まだ本調子ではないが、それでも阿近よりは顔色が良かった。


『あはは。僕には睦月と師走という強い味方が居りまして。』
「・・・なるほど。じゃ、俺は必要なかったな。」
阿近は苦笑する。
『ふふ。ということで、貸し一つ、ですね。』
青藍は楽しげに言う。


「抜け目ないな、お前。・・・解ったよ。」
阿近は諦めたように頷いた。
『流石阿近さん。話が早くて助かります。』
「・・・青藍、それは、どうなの?」
蓮は呆れたように言う。


『ふふ。この件を僕が黙っている代わりに、阿近さんが僕のお願いをひとつ聞く。対等な条件でしょ?』
「・・・やっぱり、青藍は何処までも青藍だよね。」
『ふふ。蓮も阿近さんに貸し一つ、だね。』
「いや、僕はいいよ・・・。阿近さんも苦労しますね・・・。」


「本当に、こいつ、抜け目がねぇんだよ・・・。だから俺がわざわざここに来たってのに・・・。」
阿近はそう言って深いため息を吐く。
『あはは。そういう訳なので、何かあったらお願いしますね、阿近さん。』
「・・・はぁ。はいはい。じゃ、俺は戻る。あ、そのうちまた睦月と師走借りるぞ。」
『はぁい。解りました。』
頷いた青藍を見て、阿近は病室を出ていく。


「やぁ、青藍。」
「何だ。意外と元気そうだな。

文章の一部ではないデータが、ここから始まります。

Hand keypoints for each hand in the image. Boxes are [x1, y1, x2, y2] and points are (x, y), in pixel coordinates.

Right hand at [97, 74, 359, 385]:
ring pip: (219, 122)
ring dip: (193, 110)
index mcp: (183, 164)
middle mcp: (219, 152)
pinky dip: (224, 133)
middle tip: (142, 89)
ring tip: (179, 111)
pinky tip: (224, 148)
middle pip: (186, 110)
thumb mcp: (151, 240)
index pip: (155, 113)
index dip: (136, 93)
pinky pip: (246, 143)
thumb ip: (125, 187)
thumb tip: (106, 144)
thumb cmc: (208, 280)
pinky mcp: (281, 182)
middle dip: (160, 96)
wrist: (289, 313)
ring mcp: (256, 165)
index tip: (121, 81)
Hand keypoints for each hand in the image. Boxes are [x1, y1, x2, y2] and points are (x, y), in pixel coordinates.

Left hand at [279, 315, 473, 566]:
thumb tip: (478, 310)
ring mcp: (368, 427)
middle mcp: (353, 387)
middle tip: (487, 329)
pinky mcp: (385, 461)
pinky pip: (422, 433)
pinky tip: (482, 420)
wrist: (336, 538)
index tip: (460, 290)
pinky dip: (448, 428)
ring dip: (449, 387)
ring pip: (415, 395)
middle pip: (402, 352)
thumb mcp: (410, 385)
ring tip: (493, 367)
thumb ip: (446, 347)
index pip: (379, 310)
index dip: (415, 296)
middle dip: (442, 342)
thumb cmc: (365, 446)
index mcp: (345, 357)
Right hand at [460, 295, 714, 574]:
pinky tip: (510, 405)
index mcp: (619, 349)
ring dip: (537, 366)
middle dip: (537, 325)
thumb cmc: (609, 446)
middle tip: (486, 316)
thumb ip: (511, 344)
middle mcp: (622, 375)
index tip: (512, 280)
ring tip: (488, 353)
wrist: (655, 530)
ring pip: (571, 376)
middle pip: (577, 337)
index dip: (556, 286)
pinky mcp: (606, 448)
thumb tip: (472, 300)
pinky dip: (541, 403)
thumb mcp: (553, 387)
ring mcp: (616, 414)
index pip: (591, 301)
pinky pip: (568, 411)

」
阿近と入れ替わるようにそんな声が聞こえてくる。
『春水殿。十四郎殿。』


「いやぁ、怪我したって聞いて驚いたよ。」
「そうだぞ。漣も朽木も深冬もキリトも心配していたのだから。」
『あはは。ご心配をおかけしました。』
青藍は苦笑する。


「ほら、果物を持ってきてやったぞ。もう食べても平気だと聞いたから。」
浮竹はそう言って果物の詰め合わせを差し出す。
『ふふ。ありがとうございます。・・・ねぇ、蓮。りんご剥いて。』
「まだ食べるの!?さっきたらふくご飯食べていたじゃない・・・。その体のどこに入って行ったの・・・。」
蓮は化け物をみるように青藍を見た。


『デザートは別腹?』
「・・・青藍、本当に化け物じゃないよね?青藍を切り開いたら、違うものが出てきたりしないよね?」
蓮は訝しげに青藍を見る。
『そうじゃないから僕は今ベッドの上なんじゃないか。いいから剥いてよー。』


「はいはい。・・・大体、なんで僕かな。」
『だって、この中で一番包丁が使えそう!ウサギがいいなぁ。』
「青藍時々本当に子どもだよね。」
「「あはは!!」」
呆れたように言った蓮に浮竹と京楽は笑う。


『いいからりんご!』
「はいはい。」
そういうと蓮は器用にナイフを使ってりんごを剥く。
「へぇ。器用だねぇ。」
「そうだなぁ。俺たちではこういう細かい作業は出来ない。」
『お二人ともこういう面は不器用そうですもんね。』
言いながら三人は蓮の手元をじっと見つめる。


「ははは。青藍は包丁を握ったことすらなさそうだが。」
『ある訳ないじゃないですか。それは僕の仕事じゃありません。』
「あはは。威張ることじゃないでしょ。」
『そういう春水殿だってないくせに。』
「僕は一回ぐらいあるさ。すぐに取り上げられたけど。」
そうこうしている間にウサギりんごが出来上がっていく。